Here I elaborate a bit more on how exactly to use the multivariate_normal() from the scipy package:

# Import packages
import numpy as np
from scipy.stats import multivariate_normal

# Prepare your data
x = np.linspace(-10, 10, 500)
y = np.linspace(-10, 10, 500)
X, Y = np.meshgrid(x,y)

# Get the multivariate normal distribution
mu_x = np.mean(x)
sigma_x = np.std(x)
mu_y = np.mean(y)
sigma_y = np.std(y)
rv = multivariate_normal([mu_x, mu_y], [[sigma_x, 0], [0, sigma_y]])

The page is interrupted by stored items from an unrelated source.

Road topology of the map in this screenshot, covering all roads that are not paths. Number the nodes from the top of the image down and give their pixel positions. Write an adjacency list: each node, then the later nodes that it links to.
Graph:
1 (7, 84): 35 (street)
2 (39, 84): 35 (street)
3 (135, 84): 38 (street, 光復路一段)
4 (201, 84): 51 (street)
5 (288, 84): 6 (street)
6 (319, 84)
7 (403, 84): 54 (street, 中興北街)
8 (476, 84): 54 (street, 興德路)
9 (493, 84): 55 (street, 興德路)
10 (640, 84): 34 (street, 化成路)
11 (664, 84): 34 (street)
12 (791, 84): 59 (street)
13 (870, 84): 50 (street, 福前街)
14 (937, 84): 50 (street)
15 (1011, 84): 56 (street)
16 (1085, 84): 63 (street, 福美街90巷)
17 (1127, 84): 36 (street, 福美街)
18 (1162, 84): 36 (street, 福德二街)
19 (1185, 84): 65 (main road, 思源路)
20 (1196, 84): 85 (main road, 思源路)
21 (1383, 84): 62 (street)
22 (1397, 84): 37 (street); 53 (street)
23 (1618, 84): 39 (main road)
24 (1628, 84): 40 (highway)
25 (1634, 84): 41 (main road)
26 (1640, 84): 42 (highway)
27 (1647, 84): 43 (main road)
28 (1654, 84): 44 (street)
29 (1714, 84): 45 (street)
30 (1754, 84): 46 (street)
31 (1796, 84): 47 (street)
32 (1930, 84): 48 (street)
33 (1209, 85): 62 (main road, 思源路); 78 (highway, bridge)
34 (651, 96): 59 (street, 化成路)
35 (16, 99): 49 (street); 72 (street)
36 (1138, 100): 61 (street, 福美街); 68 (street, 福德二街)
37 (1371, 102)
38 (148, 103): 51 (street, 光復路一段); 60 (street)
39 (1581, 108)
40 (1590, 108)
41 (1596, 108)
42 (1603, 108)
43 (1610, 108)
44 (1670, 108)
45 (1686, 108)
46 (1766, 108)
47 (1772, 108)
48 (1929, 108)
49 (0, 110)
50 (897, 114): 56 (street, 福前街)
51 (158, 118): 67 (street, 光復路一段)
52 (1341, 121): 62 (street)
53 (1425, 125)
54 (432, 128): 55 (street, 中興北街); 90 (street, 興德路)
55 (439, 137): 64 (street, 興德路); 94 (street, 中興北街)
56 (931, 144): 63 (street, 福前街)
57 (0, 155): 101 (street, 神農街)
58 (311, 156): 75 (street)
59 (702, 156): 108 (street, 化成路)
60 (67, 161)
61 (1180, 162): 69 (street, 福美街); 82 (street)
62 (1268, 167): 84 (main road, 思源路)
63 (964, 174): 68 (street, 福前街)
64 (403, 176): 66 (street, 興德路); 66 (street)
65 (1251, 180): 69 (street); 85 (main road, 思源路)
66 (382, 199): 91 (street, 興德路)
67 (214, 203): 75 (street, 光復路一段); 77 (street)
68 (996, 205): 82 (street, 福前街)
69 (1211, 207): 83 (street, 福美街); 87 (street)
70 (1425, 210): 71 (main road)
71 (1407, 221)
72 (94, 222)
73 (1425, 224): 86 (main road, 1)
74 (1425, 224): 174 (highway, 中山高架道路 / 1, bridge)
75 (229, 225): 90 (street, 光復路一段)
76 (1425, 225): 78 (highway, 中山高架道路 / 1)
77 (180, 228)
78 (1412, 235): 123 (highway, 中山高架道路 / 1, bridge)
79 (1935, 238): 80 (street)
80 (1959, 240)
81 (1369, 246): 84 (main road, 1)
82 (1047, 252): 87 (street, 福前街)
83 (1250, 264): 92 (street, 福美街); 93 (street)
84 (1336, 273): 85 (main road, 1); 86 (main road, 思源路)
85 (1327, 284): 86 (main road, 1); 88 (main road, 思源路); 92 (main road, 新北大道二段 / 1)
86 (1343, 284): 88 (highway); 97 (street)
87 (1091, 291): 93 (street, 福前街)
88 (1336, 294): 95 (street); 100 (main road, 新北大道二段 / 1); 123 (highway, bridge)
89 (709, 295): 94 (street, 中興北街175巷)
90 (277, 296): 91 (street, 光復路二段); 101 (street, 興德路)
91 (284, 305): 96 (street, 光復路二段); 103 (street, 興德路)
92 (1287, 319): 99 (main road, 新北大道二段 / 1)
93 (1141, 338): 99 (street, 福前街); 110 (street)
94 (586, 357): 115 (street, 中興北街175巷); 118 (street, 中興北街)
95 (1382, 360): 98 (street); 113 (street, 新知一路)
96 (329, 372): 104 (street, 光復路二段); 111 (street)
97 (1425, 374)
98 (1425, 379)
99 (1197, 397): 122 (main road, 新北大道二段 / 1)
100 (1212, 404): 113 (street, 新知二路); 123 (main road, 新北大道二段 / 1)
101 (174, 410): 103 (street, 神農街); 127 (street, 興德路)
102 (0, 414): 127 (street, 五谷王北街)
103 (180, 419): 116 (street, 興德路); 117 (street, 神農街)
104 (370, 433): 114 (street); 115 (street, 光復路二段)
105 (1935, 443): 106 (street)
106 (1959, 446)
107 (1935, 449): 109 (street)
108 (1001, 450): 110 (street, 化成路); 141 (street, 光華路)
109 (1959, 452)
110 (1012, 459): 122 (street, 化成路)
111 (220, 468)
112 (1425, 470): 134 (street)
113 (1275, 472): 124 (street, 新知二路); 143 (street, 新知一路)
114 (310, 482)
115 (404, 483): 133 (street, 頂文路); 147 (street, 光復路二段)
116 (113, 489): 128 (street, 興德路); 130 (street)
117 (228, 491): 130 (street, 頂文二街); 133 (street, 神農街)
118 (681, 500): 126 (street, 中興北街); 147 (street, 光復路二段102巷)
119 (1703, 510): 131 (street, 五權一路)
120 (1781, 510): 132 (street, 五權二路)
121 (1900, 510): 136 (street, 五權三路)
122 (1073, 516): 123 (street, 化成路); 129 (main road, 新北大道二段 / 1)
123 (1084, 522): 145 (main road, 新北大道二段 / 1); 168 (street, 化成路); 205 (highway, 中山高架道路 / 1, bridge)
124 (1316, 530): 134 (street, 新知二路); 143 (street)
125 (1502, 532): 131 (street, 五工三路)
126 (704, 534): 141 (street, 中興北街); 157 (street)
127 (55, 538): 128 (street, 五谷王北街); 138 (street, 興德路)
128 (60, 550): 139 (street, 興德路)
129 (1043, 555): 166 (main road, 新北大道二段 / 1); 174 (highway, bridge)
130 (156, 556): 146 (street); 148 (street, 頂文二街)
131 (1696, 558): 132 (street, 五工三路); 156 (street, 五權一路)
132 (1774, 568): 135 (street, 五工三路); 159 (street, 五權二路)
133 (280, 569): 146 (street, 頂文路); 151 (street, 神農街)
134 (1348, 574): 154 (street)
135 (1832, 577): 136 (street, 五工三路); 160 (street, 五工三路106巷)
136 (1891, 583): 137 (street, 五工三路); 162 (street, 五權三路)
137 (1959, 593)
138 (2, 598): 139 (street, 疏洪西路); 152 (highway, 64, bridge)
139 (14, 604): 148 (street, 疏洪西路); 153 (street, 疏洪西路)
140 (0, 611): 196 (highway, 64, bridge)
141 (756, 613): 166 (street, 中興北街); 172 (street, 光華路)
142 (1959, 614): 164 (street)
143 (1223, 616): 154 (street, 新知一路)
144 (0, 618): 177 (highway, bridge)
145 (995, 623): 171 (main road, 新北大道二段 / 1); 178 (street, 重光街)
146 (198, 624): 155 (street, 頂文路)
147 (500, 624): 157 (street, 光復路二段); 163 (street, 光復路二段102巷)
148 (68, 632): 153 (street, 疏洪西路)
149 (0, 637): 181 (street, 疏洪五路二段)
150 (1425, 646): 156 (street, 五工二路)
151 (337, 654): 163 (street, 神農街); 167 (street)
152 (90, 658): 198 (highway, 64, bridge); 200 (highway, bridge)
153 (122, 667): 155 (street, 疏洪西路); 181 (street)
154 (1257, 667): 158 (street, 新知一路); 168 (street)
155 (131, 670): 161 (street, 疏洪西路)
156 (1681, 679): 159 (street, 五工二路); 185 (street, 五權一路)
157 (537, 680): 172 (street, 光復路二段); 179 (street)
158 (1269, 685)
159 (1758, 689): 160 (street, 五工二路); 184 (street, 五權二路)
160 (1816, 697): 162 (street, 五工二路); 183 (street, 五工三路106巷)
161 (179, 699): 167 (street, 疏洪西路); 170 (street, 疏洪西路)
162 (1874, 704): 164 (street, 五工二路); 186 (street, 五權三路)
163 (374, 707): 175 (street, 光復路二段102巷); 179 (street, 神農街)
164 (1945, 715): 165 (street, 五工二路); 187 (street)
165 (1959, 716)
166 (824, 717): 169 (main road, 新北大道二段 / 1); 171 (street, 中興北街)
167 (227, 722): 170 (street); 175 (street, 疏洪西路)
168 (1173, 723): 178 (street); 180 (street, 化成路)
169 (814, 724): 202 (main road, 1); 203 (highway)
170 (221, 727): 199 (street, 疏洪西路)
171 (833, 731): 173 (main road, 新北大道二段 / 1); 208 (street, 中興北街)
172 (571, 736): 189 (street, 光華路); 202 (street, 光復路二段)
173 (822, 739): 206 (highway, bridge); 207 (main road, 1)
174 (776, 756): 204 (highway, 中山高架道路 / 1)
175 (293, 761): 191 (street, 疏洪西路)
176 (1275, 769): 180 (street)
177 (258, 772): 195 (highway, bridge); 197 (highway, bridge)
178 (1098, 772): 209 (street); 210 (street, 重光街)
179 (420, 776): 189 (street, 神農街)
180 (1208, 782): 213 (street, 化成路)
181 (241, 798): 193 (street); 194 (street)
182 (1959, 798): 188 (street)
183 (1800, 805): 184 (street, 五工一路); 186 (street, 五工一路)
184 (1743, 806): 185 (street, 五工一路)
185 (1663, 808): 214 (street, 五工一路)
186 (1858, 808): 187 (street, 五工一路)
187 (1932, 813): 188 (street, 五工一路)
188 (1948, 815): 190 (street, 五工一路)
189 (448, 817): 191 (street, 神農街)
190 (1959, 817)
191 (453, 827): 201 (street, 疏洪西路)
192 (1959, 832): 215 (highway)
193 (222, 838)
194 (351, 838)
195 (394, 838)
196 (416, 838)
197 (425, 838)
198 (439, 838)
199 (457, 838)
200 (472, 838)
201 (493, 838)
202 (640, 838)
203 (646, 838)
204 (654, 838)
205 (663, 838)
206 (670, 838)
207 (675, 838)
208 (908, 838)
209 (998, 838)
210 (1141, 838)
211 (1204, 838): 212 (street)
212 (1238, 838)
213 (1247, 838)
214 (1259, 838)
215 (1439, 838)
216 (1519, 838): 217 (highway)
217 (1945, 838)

# Get the probability density
pos = np.empty(X.shape + (2,))
pos[:, :, 0] = X
pos[:, :, 1] = Y
pd = rv.pdf(pos)

Answered by tsveti_iko on December 23, 2021

You can easily compute using numpy. I have implemented as below for the purpose of machine learning course and would like to share, hope it helps to someone.

import numpy as np
X = np.array([[13.04681517, 14.74115241],[13.40852019, 13.7632696 ],[14.19591481, 15.85318113],[14.91470077, 16.17425987]])

def est_gaus_par(X):
    mu = np.mean(X,axis=0)
    sig = np.std(X,axis=0)
    return mu,sig

mu,sigma = est_gaus_par(X)

def est_mult_gaus(X,mu,sigma):
    m = len(mu)
    sigma2 = np.diag(sigma)
    X = X-mu.T
    p = 1/((2*np.pi)**(m/2)*np.linalg.det(sigma2)**(0.5))*np.exp(-0.5*np.sum(X.dot(np.linalg.pinv(sigma2))*X,axis=1))

    return p

p = est_mult_gaus(X, mu, sigma)

Answered by Freq on December 23, 2021

The following code helped me to solve,when given a vector what is the likelihood that vector is in a multivariate normal distribution.

import numpy as np
from scipy.stats import multivariate_normal

data with all vectors

d= np.array([[1,2,1],[2,1,3],[4,5,4],[2,2,1]])

mean of the data in vector form, which will have same length as input vector(here its 3)

mean = sum(d,axis=0)/len(d)

OR
mean=np.average(d , axis=0)
mean.shape

finding covarianve of vectors which will have shape of [input vector shape X input vector shape] here it is 3x3

cov = 0
for e in d:
  cov += np.dot((e-mean).reshape(len(e), 1), (e-mean).reshape(1, len(e)))
cov /= len(d)
cov.shape

preparing a multivariate Gaussian distribution from mean and co variance

dist = multivariate_normal(mean,cov)

finding probability distribution function.

print(dist.pdf([1,2,3]))

3.050863384798471e-05

The above value gives the likelihood.

Answered by Shahad on December 23, 2021

If still needed, my implementation would be

import numpy as np

def pdf_multivariate_gauss(x, mu, cov):
    '''
    Caculate the multivariate normal density (pdf)

    Keyword arguments:
        x = numpy array of a "d x 1" sample vector
        mu = numpy array of a "d x 1" mean vector
        cov = "numpy array of a d x d" covariance matrix
    '''
    assert(mu.shape[0] > mu.shape[1]), 'mu must be a row vector'
    assert(x.shape[0] > x.shape[1]), 'x must be a row vector'
    assert(cov.shape[0] == cov.shape[1]), 'covariance matrix must be square'
    assert(mu.shape[0] == cov.shape[0]), 'cov_mat and mu_vec must have the same dimensions'
    assert(mu.shape[0] == x.shape[0]), 'mu and x must have the same dimensions'
    part1 = 1 / ( ((2* np.pi)**(len(mu)/2)) * (np.linalg.det(cov)**(1/2)) )
    part2 = (-1/2) * ((x-mu).T.dot(np.linalg.inv(cov))).dot((x-mu))
    return float(part1 * np.exp(part2))

def test_gauss_pdf():
    x = np.array([[0],[0]])
    mu  = np.array([[0],[0]])
    cov = np.eye(2) 

    print(pdf_multivariate_gauss(x, mu, cov))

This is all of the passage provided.